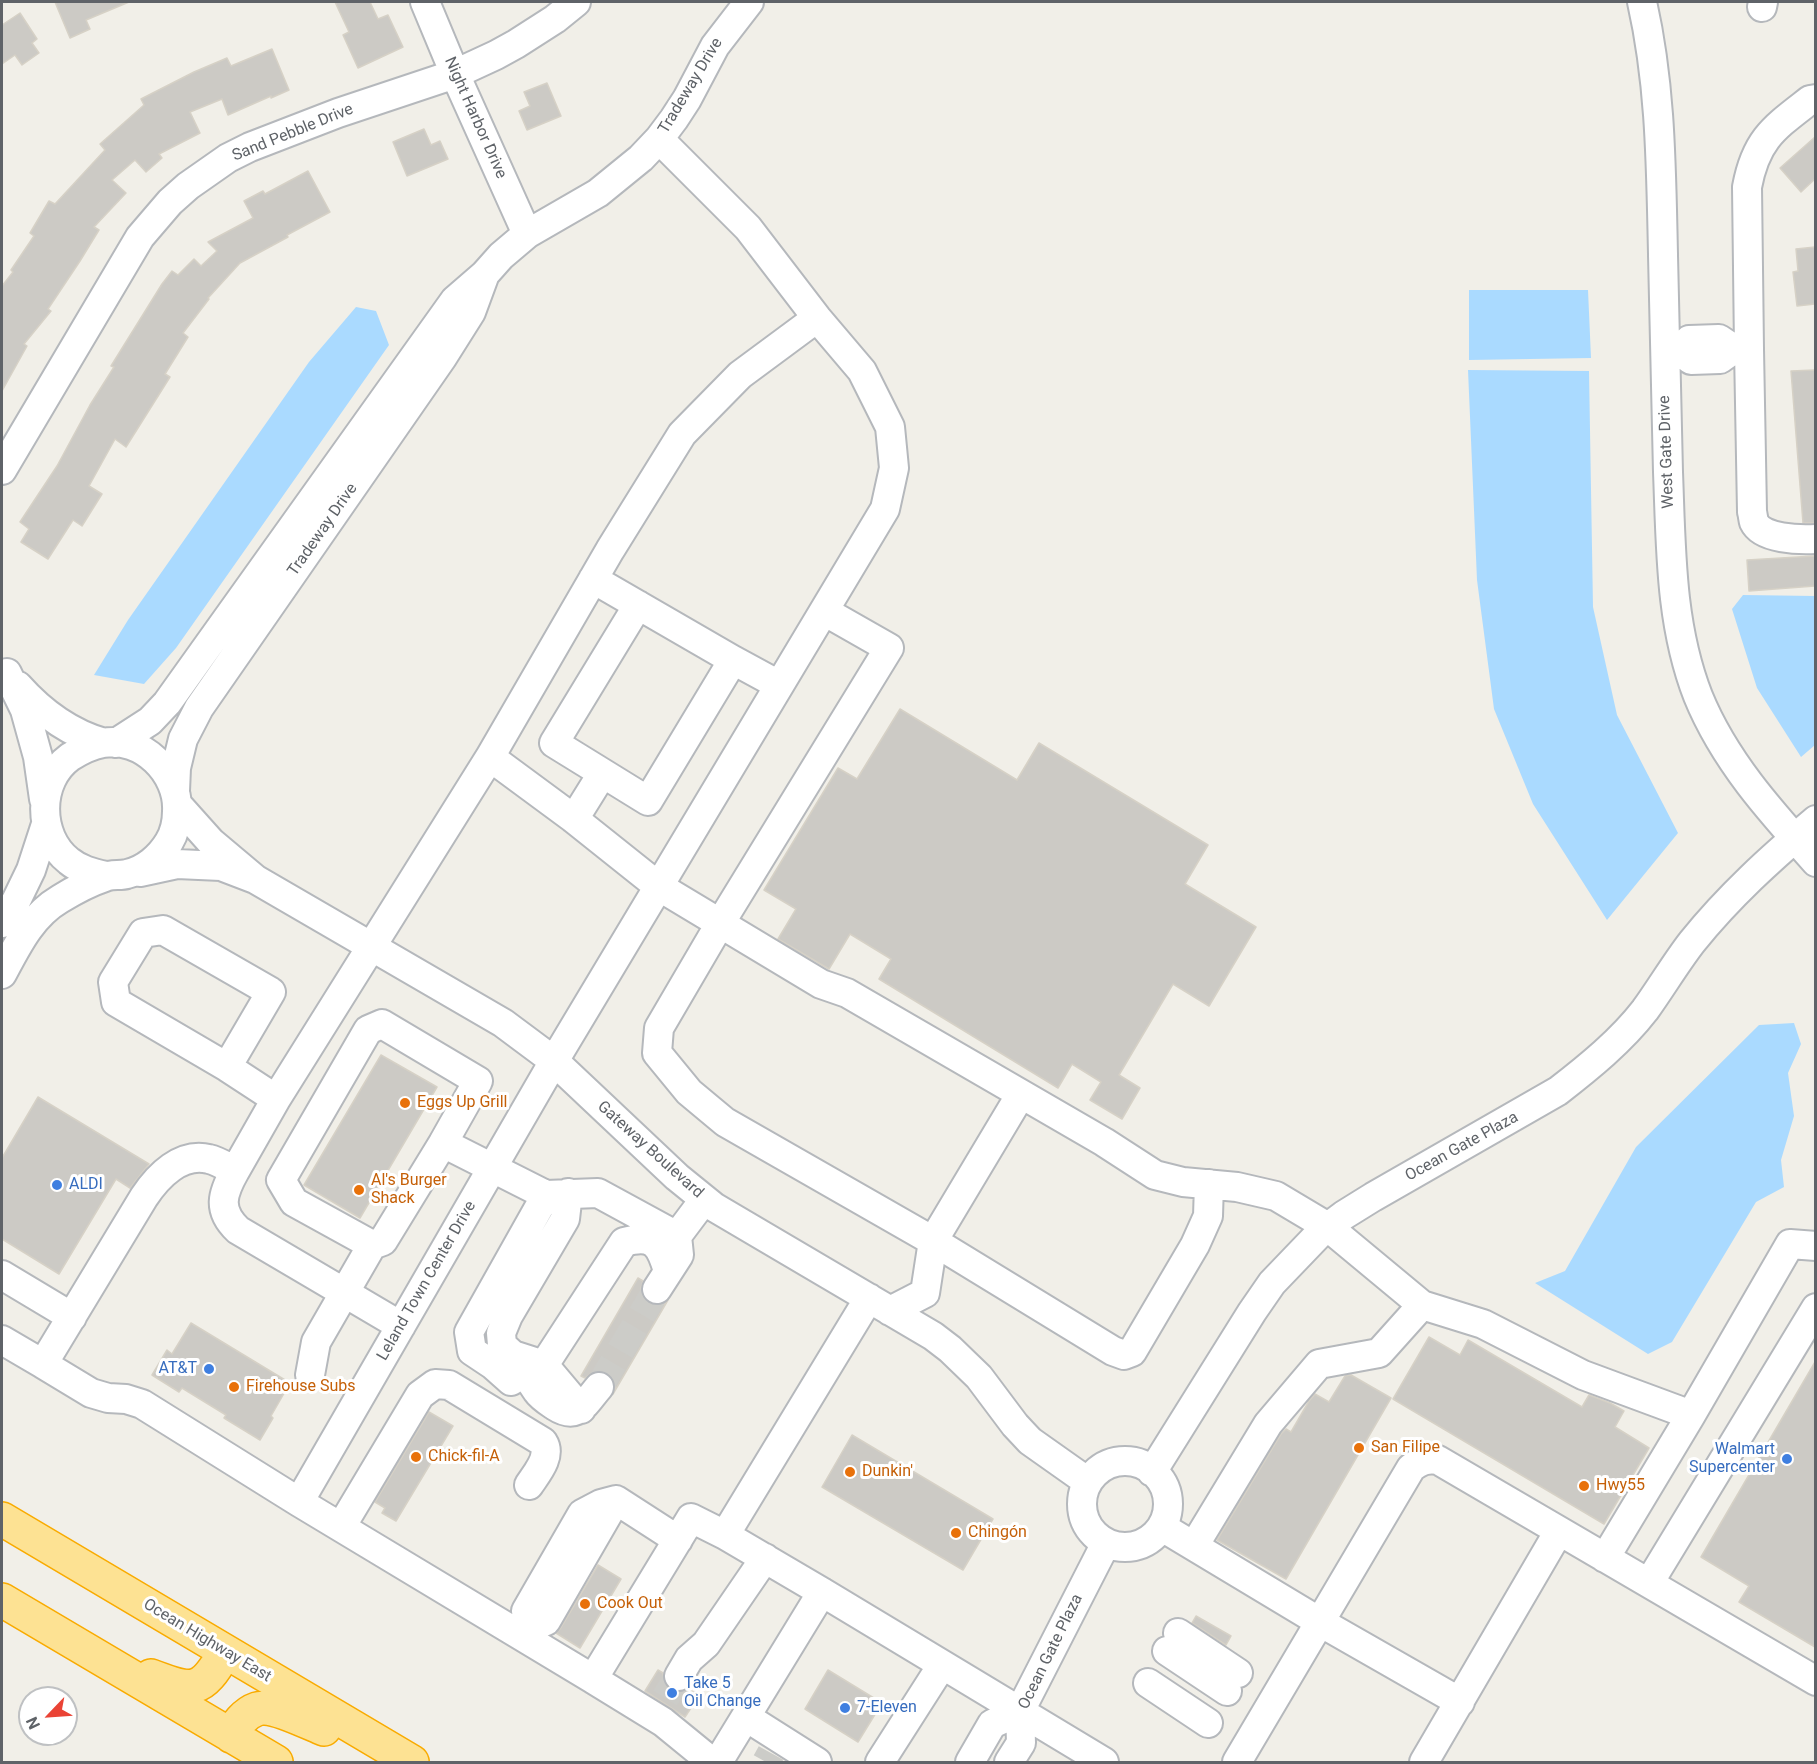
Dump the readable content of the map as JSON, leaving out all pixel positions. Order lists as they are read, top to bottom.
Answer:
{
  "streets": {
    "highway": ["Ocean Highway East"],
    "street": [
      "Tradeway Drive",
      "Night Harbor Drive",
      "Sand Pebble Drive",
      "West Gate Drive",
      "Ocean Gate Plaza",
      "Gateway Boulevard",
      "Leland Town Center Drive"
    ]
  },
  "crossings": [
    ["Tradeway Drive", "Night Harbor Drive"],
    ["Tradeway Drive", "Leland Town Center Drive"],
    ["Night Harbor Drive", "Sand Pebble Drive"],
    ["West Gate Drive", "Ocean Gate Plaza"],
    ["Ocean Gate Plaza", "Gateway Boulevard"],
    ["Gateway Boulevard", "Leland Town Center Drive"]
  ],
  "places": [
    "Eggs Up Grill",
    "ALDI",
    "Al's Burger Shack",
    "AT&T",
    "Firehouse Subs",
    "San Filipe",
    "Chick-fil-A",
    "Walmart Supercenter",
    "Dunkin'",
    "Hwy55",
    "Chingón",
    "Cook Out",
    "Take 5 Oil Change",
    "7-Eleven"
  ],
  "north": "bottom left"
}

TASK -> Count of lines with "Ocean": please work it out for the entries above and give the number by itself.

RESULT OF THE TASK -> 4